William David VanLandingham (October 6, 1964 – November 17, 2015), known professionally as David VanLanding or David Van Landing, was an American rock music singer, who worked with Mannekin, Michael Schenker Group, Crimson Glory, Erotic Liquid Culture.

VanLanding was born in October 1964 and studied in Columbia School Of Theatrical Arts in Maryland and took part in several musicals and shows. After graduation from Wakefield High School, Arlington, he joined the Maryland-based band Mannekin and stayed with them until disbanding in 1990. Soon thereafter he was invited to Tony MacAlpine's Eyes Of The World Tour, replacing Alan Sehorn

In 1992, he was with Crimson Glory to replace vocalist Midnight for a short time before they disbanded.

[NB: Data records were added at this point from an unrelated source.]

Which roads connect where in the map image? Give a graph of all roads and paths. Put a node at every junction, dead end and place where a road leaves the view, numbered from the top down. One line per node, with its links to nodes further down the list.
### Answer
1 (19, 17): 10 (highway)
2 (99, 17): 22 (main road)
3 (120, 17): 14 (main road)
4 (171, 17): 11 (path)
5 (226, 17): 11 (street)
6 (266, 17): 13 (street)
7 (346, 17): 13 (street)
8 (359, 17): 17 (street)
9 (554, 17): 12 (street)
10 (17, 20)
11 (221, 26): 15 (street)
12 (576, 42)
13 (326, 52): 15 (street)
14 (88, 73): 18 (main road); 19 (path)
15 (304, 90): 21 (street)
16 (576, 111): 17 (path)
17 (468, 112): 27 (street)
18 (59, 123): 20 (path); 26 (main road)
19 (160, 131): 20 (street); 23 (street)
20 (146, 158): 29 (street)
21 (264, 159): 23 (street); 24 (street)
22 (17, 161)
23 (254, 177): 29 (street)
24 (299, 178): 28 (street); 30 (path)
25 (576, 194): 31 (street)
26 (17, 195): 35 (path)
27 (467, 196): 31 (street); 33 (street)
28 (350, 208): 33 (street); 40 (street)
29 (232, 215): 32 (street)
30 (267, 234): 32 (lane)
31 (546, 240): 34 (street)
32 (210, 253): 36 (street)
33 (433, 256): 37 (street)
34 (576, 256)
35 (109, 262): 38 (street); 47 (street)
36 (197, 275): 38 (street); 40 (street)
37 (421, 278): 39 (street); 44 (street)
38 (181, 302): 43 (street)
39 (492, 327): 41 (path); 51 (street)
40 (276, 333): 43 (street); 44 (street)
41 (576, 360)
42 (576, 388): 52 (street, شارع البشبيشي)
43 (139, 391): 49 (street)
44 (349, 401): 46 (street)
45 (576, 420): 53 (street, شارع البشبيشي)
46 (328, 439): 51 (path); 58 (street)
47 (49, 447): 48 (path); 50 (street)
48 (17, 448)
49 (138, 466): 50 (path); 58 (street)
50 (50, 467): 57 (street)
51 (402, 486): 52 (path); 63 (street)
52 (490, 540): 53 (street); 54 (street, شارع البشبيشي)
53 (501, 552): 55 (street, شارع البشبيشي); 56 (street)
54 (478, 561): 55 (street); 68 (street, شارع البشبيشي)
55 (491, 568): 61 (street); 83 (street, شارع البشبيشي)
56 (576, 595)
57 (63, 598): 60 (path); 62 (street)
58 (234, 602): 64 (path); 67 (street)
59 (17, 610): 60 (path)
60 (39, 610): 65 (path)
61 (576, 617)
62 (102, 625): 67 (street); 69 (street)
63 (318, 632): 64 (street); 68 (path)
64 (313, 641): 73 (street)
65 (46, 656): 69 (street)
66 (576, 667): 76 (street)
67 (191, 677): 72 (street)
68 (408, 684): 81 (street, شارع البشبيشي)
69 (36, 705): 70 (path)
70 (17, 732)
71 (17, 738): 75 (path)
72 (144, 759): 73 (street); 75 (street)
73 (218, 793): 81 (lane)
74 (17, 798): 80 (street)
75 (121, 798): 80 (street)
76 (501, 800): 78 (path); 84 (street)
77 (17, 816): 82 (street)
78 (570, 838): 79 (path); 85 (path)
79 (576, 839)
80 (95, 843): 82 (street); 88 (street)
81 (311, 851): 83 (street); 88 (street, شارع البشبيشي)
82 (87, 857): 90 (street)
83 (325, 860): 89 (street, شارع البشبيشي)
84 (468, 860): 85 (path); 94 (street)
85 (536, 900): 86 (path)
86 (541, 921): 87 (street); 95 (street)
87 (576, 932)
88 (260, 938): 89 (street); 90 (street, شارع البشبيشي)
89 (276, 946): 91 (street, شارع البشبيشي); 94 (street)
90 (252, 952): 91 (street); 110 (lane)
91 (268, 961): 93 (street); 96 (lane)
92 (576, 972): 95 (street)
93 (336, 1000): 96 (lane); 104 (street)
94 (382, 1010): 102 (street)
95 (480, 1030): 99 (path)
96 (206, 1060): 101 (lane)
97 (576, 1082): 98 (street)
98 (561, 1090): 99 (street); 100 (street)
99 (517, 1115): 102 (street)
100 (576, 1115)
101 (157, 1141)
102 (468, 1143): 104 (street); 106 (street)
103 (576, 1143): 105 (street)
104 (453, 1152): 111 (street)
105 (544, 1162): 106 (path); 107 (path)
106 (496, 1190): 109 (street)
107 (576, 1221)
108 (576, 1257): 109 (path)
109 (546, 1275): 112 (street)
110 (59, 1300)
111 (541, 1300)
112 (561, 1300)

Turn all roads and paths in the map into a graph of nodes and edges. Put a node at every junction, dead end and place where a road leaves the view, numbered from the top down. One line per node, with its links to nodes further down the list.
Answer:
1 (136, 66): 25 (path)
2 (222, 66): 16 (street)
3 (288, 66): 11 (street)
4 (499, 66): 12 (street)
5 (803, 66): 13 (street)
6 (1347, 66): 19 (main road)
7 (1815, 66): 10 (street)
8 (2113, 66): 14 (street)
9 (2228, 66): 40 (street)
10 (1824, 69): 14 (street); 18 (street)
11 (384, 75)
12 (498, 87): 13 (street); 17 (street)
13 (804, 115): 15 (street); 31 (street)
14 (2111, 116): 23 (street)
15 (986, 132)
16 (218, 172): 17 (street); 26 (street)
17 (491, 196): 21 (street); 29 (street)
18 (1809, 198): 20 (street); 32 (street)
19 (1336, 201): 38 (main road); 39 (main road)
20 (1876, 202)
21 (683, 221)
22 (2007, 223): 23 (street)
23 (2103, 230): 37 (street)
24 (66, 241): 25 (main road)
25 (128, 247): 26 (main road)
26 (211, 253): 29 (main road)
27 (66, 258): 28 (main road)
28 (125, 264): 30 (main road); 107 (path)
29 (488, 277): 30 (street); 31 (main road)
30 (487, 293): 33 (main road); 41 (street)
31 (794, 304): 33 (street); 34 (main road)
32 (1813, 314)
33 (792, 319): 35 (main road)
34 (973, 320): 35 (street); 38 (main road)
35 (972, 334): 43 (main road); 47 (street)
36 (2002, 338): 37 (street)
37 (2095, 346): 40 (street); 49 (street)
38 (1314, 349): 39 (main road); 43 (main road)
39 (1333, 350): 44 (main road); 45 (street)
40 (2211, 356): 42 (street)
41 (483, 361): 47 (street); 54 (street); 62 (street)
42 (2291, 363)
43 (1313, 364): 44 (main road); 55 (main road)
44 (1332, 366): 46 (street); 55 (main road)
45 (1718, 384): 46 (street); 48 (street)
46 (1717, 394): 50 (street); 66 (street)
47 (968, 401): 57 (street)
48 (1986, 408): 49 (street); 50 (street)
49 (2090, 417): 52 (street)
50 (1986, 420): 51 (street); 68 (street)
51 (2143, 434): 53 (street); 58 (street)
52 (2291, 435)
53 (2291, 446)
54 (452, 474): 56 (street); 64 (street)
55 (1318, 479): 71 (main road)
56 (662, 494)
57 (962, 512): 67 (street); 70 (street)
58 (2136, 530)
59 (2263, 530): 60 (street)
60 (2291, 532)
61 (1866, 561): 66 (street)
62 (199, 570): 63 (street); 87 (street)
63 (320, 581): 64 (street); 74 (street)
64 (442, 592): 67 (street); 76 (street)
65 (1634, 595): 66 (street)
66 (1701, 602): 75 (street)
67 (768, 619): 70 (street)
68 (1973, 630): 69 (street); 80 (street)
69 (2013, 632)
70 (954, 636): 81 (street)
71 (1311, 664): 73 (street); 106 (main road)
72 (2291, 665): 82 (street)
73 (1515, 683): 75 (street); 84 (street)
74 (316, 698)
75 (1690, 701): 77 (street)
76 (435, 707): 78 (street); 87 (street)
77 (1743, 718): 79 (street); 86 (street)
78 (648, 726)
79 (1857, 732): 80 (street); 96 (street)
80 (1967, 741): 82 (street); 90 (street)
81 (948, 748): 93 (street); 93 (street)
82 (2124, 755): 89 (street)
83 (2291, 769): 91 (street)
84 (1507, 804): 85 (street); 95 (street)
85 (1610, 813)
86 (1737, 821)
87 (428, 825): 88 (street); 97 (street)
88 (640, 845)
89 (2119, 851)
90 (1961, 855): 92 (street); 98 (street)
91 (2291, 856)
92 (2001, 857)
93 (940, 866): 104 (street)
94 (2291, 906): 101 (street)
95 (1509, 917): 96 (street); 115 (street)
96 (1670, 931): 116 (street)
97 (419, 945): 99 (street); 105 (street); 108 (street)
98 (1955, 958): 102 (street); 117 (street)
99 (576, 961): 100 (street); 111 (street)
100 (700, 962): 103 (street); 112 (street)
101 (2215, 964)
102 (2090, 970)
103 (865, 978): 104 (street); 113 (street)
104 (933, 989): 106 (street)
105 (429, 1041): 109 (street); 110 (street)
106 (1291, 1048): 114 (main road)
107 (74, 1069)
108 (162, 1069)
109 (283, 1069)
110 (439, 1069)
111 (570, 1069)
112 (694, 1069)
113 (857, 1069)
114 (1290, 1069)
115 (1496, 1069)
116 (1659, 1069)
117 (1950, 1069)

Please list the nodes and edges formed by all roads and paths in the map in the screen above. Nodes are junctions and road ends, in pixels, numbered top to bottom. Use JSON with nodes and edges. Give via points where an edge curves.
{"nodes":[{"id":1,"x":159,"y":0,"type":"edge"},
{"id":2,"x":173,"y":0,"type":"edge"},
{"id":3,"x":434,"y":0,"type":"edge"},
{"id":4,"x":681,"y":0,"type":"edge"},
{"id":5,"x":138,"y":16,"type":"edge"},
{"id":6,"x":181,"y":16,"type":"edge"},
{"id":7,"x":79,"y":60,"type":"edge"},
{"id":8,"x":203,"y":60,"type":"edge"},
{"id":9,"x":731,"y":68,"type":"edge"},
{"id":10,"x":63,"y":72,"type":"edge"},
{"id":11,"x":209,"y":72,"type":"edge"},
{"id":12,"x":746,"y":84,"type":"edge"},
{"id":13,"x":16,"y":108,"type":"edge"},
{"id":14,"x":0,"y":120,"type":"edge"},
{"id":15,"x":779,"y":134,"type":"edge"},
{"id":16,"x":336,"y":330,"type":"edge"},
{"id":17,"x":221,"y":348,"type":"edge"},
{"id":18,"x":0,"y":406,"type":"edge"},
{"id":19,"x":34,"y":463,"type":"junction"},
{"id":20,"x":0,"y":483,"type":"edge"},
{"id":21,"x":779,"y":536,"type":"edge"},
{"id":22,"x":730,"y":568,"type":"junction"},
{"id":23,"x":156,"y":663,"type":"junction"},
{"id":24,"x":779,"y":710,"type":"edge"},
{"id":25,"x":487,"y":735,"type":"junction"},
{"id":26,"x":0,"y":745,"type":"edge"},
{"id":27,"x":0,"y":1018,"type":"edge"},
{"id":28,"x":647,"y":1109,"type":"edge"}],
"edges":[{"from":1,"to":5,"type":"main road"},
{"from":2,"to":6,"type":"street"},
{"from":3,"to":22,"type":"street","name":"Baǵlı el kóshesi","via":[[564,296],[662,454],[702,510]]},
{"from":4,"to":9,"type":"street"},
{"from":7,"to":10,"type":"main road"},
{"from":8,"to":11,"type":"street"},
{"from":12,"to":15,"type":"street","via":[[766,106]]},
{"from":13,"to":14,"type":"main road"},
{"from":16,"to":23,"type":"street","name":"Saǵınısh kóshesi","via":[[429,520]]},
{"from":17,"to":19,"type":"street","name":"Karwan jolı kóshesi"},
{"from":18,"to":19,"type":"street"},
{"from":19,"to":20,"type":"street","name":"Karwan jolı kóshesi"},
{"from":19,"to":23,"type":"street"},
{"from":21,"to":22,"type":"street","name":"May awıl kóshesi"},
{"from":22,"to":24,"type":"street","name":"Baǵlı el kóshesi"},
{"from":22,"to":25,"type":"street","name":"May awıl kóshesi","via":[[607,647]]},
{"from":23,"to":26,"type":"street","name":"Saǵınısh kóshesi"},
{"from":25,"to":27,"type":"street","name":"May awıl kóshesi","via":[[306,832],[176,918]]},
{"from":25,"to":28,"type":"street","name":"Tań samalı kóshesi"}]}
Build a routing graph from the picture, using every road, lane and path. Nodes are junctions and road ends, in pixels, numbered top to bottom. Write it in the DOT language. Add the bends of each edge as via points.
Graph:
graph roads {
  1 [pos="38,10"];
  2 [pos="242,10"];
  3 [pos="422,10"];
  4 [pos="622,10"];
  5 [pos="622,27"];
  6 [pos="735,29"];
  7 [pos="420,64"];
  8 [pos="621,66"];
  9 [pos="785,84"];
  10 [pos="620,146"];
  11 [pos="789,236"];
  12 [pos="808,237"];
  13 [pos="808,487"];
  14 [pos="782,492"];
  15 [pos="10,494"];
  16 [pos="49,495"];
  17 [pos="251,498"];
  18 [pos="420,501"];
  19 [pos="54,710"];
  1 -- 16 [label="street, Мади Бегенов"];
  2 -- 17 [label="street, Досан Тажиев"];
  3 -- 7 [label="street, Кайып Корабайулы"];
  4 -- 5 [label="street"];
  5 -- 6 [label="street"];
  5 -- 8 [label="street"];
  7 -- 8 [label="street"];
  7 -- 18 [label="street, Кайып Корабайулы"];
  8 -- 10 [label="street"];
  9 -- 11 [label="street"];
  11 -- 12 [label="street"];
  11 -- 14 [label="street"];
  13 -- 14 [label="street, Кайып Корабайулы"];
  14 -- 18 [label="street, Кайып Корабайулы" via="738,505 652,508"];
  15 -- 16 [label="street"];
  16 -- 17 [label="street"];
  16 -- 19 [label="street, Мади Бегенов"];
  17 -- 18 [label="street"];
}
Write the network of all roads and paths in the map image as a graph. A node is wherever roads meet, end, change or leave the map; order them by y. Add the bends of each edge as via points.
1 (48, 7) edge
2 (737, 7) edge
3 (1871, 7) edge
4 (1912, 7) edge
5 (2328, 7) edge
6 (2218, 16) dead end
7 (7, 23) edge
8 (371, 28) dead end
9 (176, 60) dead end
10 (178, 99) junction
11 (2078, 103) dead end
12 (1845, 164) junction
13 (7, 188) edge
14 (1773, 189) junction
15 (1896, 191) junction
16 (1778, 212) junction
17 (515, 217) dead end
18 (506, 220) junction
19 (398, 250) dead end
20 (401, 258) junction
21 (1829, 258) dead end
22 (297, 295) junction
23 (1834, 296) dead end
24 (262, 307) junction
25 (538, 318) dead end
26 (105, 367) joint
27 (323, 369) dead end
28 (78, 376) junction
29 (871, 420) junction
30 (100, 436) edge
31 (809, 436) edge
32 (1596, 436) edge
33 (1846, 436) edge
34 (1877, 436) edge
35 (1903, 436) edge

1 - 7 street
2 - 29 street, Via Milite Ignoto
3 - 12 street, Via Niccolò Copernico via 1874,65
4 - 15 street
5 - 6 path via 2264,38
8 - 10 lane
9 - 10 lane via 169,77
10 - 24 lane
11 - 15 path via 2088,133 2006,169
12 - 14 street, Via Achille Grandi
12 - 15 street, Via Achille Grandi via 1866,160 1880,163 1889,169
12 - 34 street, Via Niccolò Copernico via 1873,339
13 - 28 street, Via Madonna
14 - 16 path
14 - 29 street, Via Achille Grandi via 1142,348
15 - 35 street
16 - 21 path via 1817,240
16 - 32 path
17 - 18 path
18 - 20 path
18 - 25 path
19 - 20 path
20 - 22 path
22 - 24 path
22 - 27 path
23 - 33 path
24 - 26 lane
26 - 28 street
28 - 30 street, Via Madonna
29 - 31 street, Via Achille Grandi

A few years later, he reunited with former musicians of Crimson Glory to form the band Erotic Liquid Culture (1996)

In mid-90s he auditioned with Michael Schenker Group, which resulted in three tours during 1997–1999 (USA, Japan, Europe). He was invited by Michael Schenker again for 2011 (Temple Of Rock South American Tour), and 2012 (Temple Of Rock North American Tour), to replace Robin McAuley who was dealing with health issues. Also, Schenker wrote that he and VanLanding were planning a special show together on the Axes and Anchors cruise; February 2016.

Between the tours, VanLanding was teaching voice, fronting various bands and taking part in some cover bands.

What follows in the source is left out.